WORK ORDER ->
In the listing that follows, count each line where the word "lane" appears; write nothing but the count.
== EXERCISE DATA
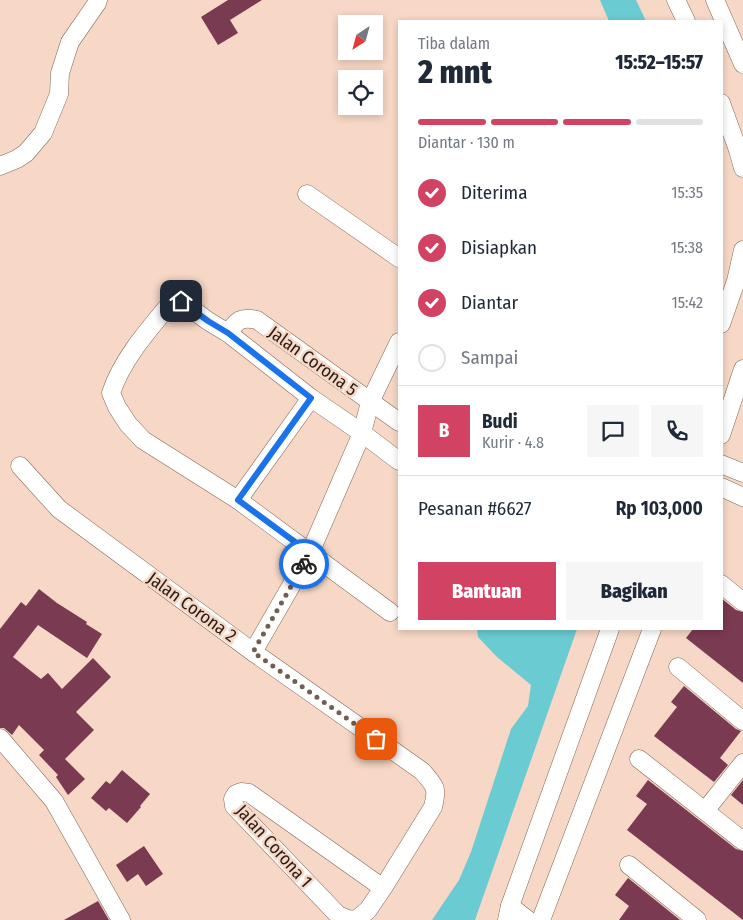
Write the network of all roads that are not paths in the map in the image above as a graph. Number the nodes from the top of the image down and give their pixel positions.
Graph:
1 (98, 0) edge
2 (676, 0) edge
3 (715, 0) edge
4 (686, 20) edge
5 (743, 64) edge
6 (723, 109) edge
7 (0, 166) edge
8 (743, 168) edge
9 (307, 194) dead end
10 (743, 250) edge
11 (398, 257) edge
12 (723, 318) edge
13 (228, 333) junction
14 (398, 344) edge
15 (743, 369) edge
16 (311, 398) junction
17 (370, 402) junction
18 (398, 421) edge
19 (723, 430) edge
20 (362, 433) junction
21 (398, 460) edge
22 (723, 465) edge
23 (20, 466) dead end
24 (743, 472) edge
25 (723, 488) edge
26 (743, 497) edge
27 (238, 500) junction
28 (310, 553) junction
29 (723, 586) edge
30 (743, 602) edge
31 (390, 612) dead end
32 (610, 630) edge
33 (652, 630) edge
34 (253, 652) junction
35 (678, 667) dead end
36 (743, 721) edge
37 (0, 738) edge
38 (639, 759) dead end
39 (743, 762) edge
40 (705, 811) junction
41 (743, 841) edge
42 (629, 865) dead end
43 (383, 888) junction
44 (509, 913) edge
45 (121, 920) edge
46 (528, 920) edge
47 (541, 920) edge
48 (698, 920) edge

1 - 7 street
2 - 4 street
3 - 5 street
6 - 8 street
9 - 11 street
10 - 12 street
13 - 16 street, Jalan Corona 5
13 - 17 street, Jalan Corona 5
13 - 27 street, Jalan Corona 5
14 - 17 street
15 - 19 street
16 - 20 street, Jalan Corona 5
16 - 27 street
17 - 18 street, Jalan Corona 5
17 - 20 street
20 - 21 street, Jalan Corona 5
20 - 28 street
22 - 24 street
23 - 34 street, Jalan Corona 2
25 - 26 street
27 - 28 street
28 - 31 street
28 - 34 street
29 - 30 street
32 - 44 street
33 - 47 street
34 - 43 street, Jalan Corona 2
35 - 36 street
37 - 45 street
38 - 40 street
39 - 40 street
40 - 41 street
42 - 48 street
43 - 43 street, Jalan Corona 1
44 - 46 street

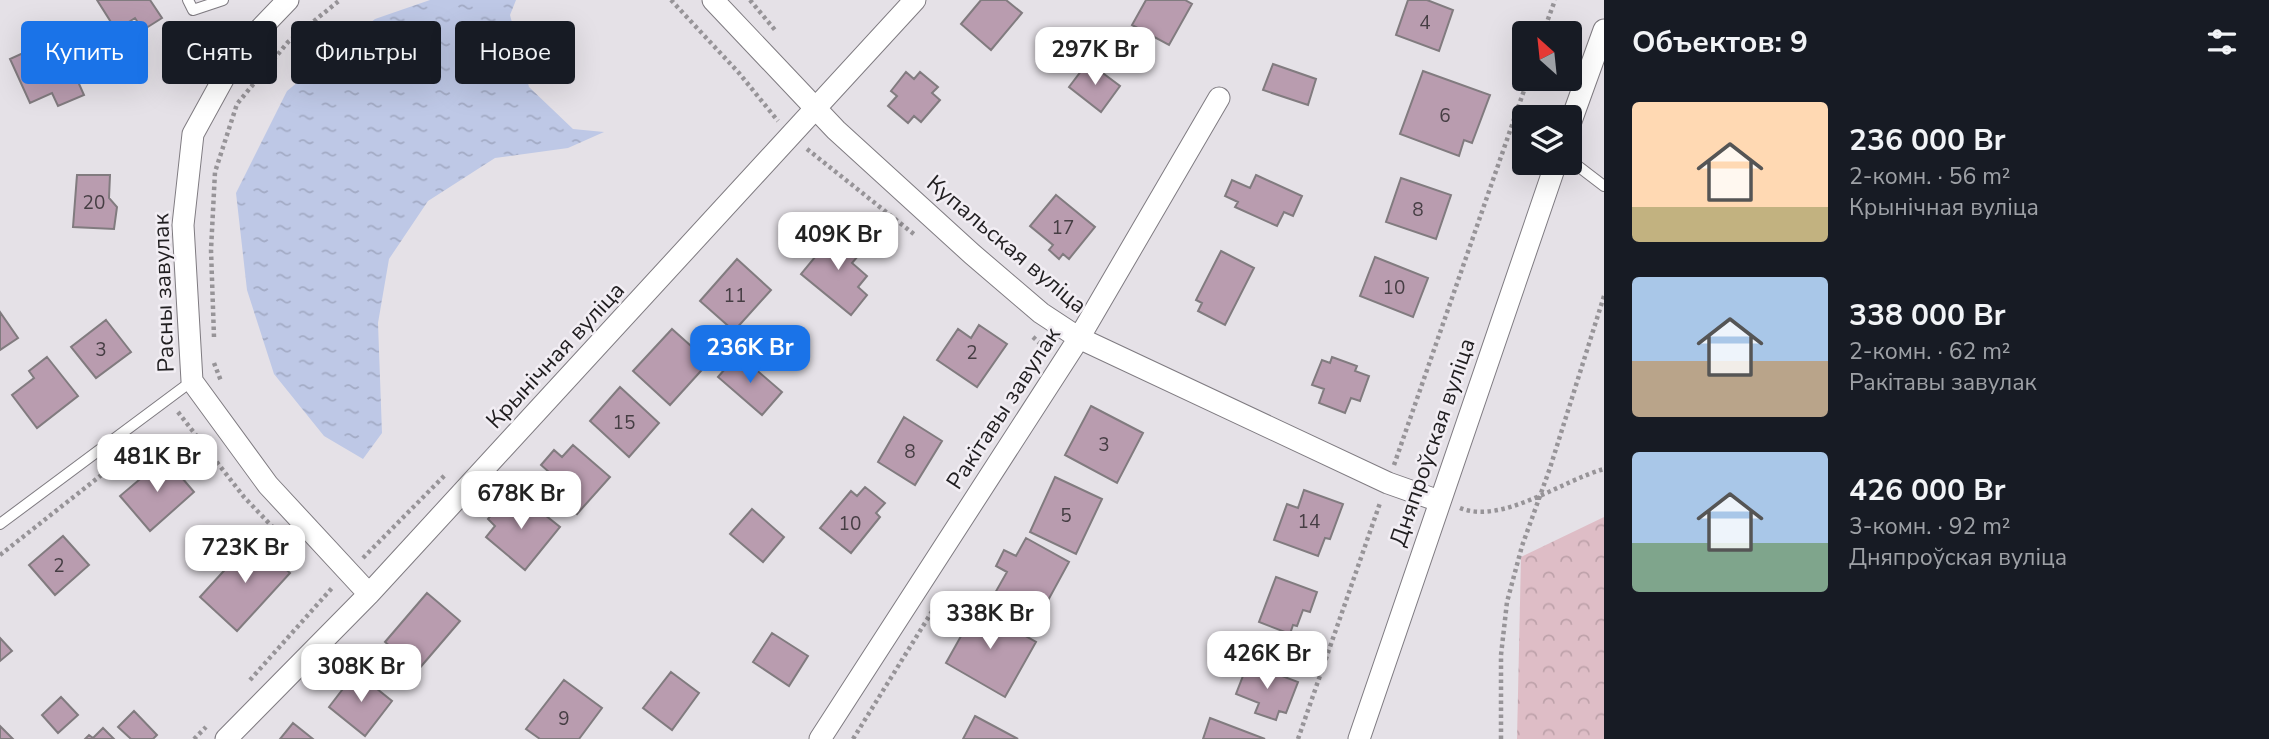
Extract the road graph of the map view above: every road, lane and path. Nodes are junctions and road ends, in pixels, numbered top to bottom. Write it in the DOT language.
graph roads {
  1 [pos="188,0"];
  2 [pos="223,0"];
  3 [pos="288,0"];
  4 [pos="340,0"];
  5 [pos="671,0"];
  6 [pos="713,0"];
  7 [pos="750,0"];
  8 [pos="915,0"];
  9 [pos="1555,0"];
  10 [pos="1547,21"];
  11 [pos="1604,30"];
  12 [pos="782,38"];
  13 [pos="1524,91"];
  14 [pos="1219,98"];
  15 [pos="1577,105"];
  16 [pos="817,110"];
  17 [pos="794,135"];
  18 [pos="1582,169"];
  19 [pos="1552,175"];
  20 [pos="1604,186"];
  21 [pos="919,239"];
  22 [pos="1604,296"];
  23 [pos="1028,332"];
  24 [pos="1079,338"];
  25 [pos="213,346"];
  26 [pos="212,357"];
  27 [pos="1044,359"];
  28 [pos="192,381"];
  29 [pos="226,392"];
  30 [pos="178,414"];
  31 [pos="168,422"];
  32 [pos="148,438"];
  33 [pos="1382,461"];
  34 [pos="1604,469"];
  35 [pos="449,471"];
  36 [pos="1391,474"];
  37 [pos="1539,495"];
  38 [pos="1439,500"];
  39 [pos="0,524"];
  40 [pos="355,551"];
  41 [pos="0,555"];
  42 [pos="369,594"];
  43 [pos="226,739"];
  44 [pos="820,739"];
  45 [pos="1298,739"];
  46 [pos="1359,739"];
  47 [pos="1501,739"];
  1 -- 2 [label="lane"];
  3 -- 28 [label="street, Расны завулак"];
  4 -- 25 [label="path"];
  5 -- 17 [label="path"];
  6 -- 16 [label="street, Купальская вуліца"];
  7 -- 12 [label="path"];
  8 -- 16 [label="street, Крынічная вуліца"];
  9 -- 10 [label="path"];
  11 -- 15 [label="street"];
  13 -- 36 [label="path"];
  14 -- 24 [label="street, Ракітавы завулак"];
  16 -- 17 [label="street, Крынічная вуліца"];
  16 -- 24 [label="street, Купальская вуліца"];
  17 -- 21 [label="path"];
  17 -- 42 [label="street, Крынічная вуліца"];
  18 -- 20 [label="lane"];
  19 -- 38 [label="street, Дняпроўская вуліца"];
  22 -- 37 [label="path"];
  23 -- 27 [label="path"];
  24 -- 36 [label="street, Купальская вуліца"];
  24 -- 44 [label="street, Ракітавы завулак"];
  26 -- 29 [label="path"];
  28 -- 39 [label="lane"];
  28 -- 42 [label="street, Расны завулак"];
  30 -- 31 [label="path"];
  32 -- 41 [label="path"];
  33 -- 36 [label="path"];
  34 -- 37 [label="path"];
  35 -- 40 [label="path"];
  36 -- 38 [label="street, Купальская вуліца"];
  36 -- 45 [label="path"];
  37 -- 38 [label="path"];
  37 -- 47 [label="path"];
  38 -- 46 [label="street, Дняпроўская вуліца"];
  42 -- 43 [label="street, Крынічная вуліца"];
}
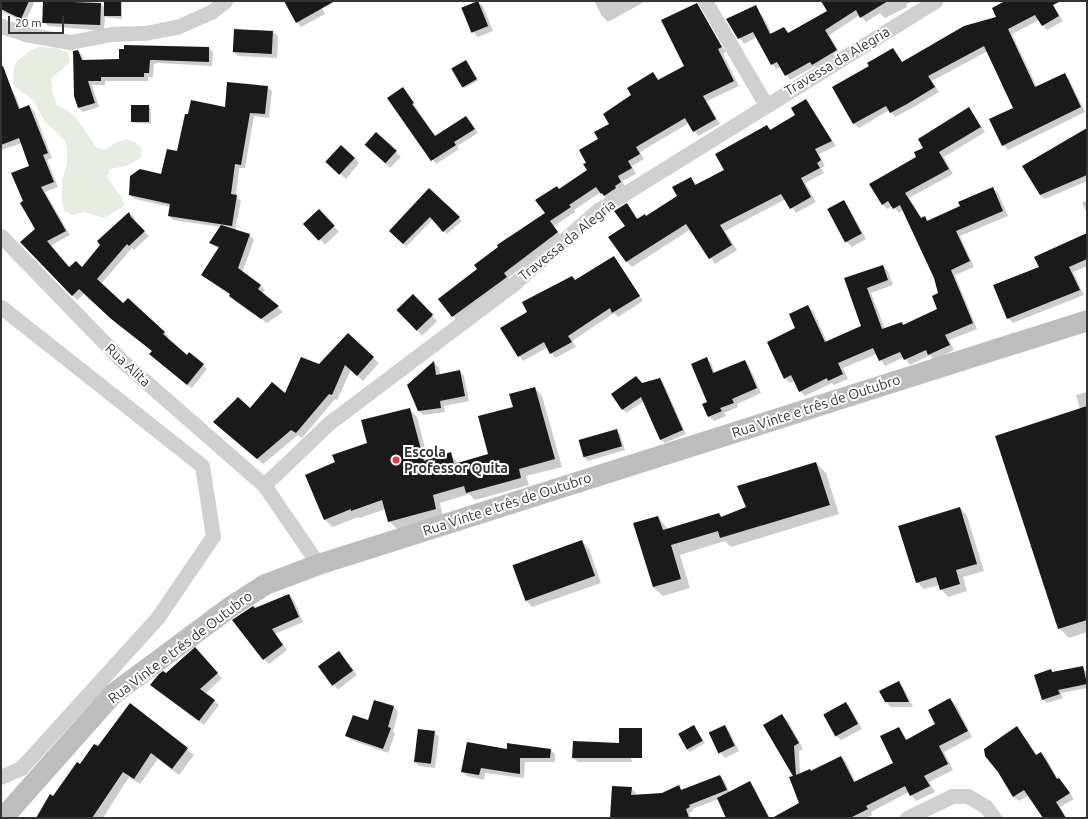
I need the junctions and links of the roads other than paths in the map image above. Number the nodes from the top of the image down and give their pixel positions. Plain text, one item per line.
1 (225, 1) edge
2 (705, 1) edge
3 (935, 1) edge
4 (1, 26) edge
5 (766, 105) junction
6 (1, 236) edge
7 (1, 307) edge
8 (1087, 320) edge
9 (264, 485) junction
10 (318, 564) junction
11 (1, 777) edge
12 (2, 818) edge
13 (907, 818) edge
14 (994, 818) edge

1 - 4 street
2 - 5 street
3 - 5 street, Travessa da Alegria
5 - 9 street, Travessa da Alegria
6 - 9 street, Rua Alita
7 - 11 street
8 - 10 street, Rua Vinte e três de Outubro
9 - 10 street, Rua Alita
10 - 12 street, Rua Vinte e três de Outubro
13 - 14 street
====
COMPLETED EXERCISE ->
4